For some reason, likely Obama’s arrogance and obsession with popularity, he can’t for the life of him understand that the people might actually like the status quo better than the proposed cure itself. The Democrats are surprised that the people might actually disagree with their healthcare plan.

And no, Dick Durbin, we’re not there about the Youtube. We’re there to make sure you hear how opposed we are to your healthcare plan. Of course, you’re so courageous in standing up to “the mob” that you just backed down and said you’d be open to having no public option, didn’t you?

The No. 2 Senate Democrat said Sunday that he’s “open” to health care reform that doesn’t include a government-run “public option,” the latest indication that the Democrats’ package could be scaled back as Senate negotiators try to hammer out a bipartisan compromise and constituents flood town halls to express discontent with the current legislation.

But I digress…

Anyways, Krauthammer has proposed two great ideas on where to start.

The first, is tort reform. Gee, haven’t we heard about that before?

(1) Tort reform: As I wrote recently, our crazy system of casino malpractice suits results in massive and random settlements that raise everyone’s insurance premiums and creates an epidemic of defensive medicine that does no medical good, yet costs a fortune.

An authoritative Massachusetts Medical Society study found that five out of six doctors admitted they order tests, procedures and referrals — amounting to about 25 percent of the total — solely as protection from lawsuits. Defensive medicine, estimates the libertarian/conservative Pacific Research Institute, wastes more than $200 billion a year. Just half that sum could provide a $5,000 health insurance grant — $20,000 for a family of four — to the uninsured poor (U.S. citizens ineligible for other government health assistance).

What to do? Abolish the entire medical-malpractice system. Create a new social pool from which people injured in medical errors or accidents can draw. The adjudication would be done by medical experts, not lay juries giving away lottery prizes at the behest of the liquid-tongued John Edwardses who pocket a third of the proceeds.

The pool would be funded by a relatively small tax on all health-insurance premiums. Socialize the risk; cut out the trial lawyers. Would that immunize doctors from carelessness or negligence? No. The penalty would be losing your medical license. There is no more serious deterrent than forfeiting a decade of intensive medical training and the livelihood that comes with it.

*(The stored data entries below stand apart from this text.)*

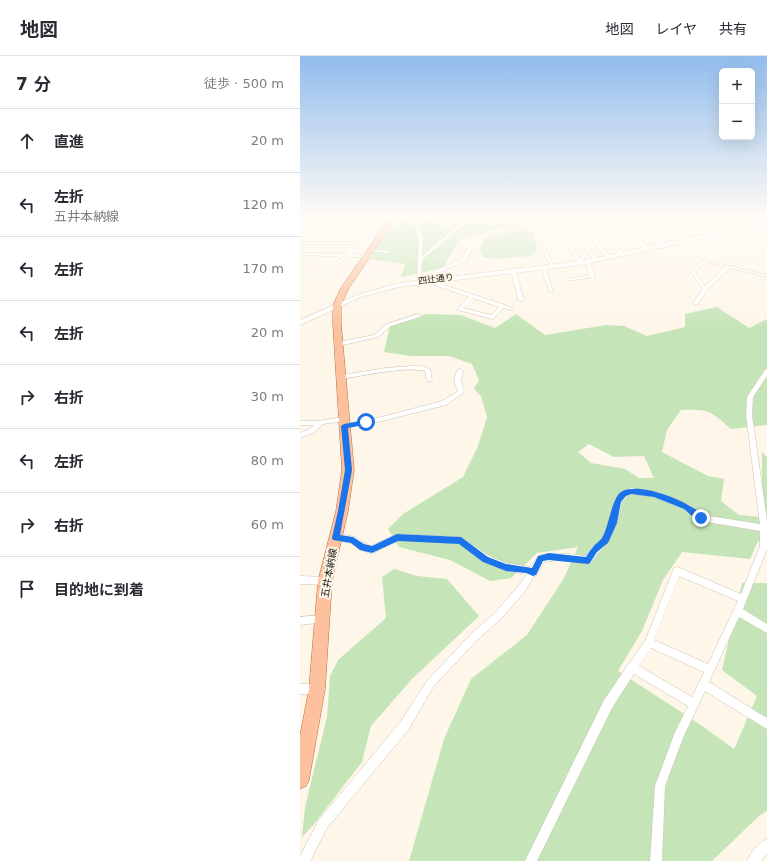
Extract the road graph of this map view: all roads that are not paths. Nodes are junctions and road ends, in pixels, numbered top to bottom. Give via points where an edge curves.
1 (350, 253) edge
2 (369, 253) junction
3 (377, 253) edge
4 (420, 253) edge
5 (429, 253) edge
6 (468, 253) edge
7 (546, 253) edge
8 (576, 253) edge
9 (591, 253) edge
10 (604, 253) edge
11 (620, 253) edge
12 (634, 253) edge
13 (348, 255) junction
14 (622, 255) junction
15 (300, 256) edge
16 (608, 258) junction
17 (420, 260) junction
18 (596, 260) junction
19 (584, 262) junction
20 (333, 266) dead end
21 (552, 266) junction
22 (542, 267) junction
23 (728, 267) junction
24 (513, 270) junction
25 (767, 276) edge
26 (430, 280) junction
27 (568, 280) dead end
28 (419, 281) junction
29 (705, 289) junction
30 (551, 291) dead end
31 (472, 296) junction
32 (521, 300) dead end
33 (696, 303) dead end
34 (337, 305) junction
35 (503, 306) junction
36 (510, 309) dead end
37 (418, 316) dead end
38 (300, 323) edge
39 (339, 344) junction
40 (460, 371) dead end
41 (767, 371) edge
42 (341, 377) junction
43 (430, 380) dead end
44 (300, 423) edge
45 (322, 423) junction
46 (344, 423) junction
47 (300, 436) edge
48 (764, 528) junction
49 (336, 538) junction
50 (533, 573) junction
51 (300, 580) edge
52 (325, 581) junction
53 (743, 599) junction
54 (738, 611) junction
55 (322, 619) junction
56 (300, 621) edge
57 (767, 629) edge
58 (649, 642) junction
59 (631, 667) junction
60 (710, 670) junction
61 (703, 684) junction
62 (300, 689) edge
63 (317, 689) junction
64 (694, 704) junction
65 (767, 724) edge
66 (300, 780) edge
67 (767, 845) edge
68 (304, 861) edge
69 (531, 861) edge
70 (656, 861) edge
71 (754, 861) edge

1 - 13 street
2 - 3 street
2 - 13 street
2 - 34 main road, 五井本納線 via 345,288
4 - 17 street
5 - 17 street
6 - 26 street via 464,260 438,271
7 - 21 street
8 - 19 street
9 - 18 street
10 - 16 street
11 - 14 street
12 - 14 street, 四辻通り
13 - 15 street
13 - 20 street
14 - 16 street, 四辻通り
16 - 18 street, 四辻通り
17 - 28 street
18 - 19 street, 四辻通り
19 - 21 street, 四辻通り
19 - 27 street via 593,276
21 - 22 street, 四辻通り
22 - 24 street, 四辻通り
22 - 30 street
23 - 25 street
23 - 29 street
23 - 29 street via 707,261 697,266 693,272
24 - 26 street, 四辻通り
24 - 32 street
26 - 28 street, 四辻通り
26 - 31 street
28 - 34 street, 四辻通り via 378,290
29 - 33 street
31 - 35 street
31 - 35 street via 460,309 492,317
34 - 38 street, 四辻通り
34 - 39 main road, 五井本納線
35 - 36 street
37 - 39 street via 389,324 376,336
39 - 42 main road, 五井本納線
40 - 46 street via 457,386 461,390 460,393 444,403 382,419
41 - 48 street via 750,397 749,415
42 - 43 street via 392,369 420,368 428,370
42 - 46 main road, 五井本納線
44 - 45 street
45 - 46 street
45 - 47 street
46 - 49 main road, 五井本納線 via 348,470
48 - 50 street via 701,518 686,507 655,494 631,491 624,494 618,502 605,541 594,550 588,560 549,556 541,559
48 - 53 street via 764,546
49 - 50 street via 353,540 362,547 372,550 397,537 461,540 486,559
49 - 52 main road, 五井本納線
50 - 68 street via 499,615 474,637 430,684 405,725 323,824
51 - 52 street
52 - 55 main road, 五井本納線
53 - 54 street
53 - 58 street via 677,571
54 - 57 street
54 - 60 street
55 - 56 street
55 - 63 main road, 五井本納線
58 - 59 street
58 - 60 street
59 - 64 street
59 - 69 street via 608,704
60 - 61 street
61 - 64 street
61 - 65 street
62 - 63 street
63 - 66 main road, 五井本納線
64 - 70 street via 660,786
67 - 71 street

Good idea right? Unfortunately, it won’t have a chance in Hell. Why? BecauseJohn McCain wanted it.

And there’s also the little fact of the Democrats’ love affair with the trial lawyers (John Edwards, anyone?).

The second idea Krauthammer proposes is delinking health insurance and the workplace.

(2) Real health-insurance reform: Tax employer-provided health-care benefits and return the money to the employee with a government check to buy his own medical insurance, just as he buys his own car or home insurance.

There is no logical reason to get health insurance through your employer. This entire system is an accident of World War II wage and price controls. It’s economically senseless. It makes people stay in jobs they hate, decreasing labor mobility and therefore overall productivity. And it needlessly increases the anxiety of losing your job by raising the additional specter of going bankrupt through illness.

The health-care benefit exemption is the largest tax break in the entire U.S. budget, costing the government a quarter-trillion dollars annually. It hinders health-insurance security and portability as well as personal independence. If we additionally eliminated the prohibition on buying personal health insurance across state lines, that would inject new and powerful competition that would lower costs for everyone.

Sounds like a good idea, right? But the Democrats are frightened by the thought that the people might actually be able to make choices for themselves. Scary, no? If you’re a Democrat, it is because, generally, those are the sort of people that vote them out of office.

Also, there is one other thing that will prevent this from happening. Yep, that’s right, John McCain supported it.

Repealing the exemption has one fatal flaw, however. It was advocated by candidate John McCain. Obama so demagogued it last year that he cannot bring it up now without being accused of the most extreme hypocrisy and without being mercilessly attacked with his own 2008 ads.

So, that’s a no go, right, Mr. Obama?

Mr. Krauthammer is a brilliant man. Unfortunately, his brilliance is lost on those of the political class. Well, chiefly those of the Democratic persuasion.

COMMENTS

  • EasternEstablishmentJoeSixpack

    The Post Office HAS to deliver on vastly unprofitable routes anywhere in the boondocks. They HAVE to charge the same everywhere. FedEx and UPS started with places like downtown Manhattan, and surprise, they could make money there. They have branched out from there taking all the profitable locations.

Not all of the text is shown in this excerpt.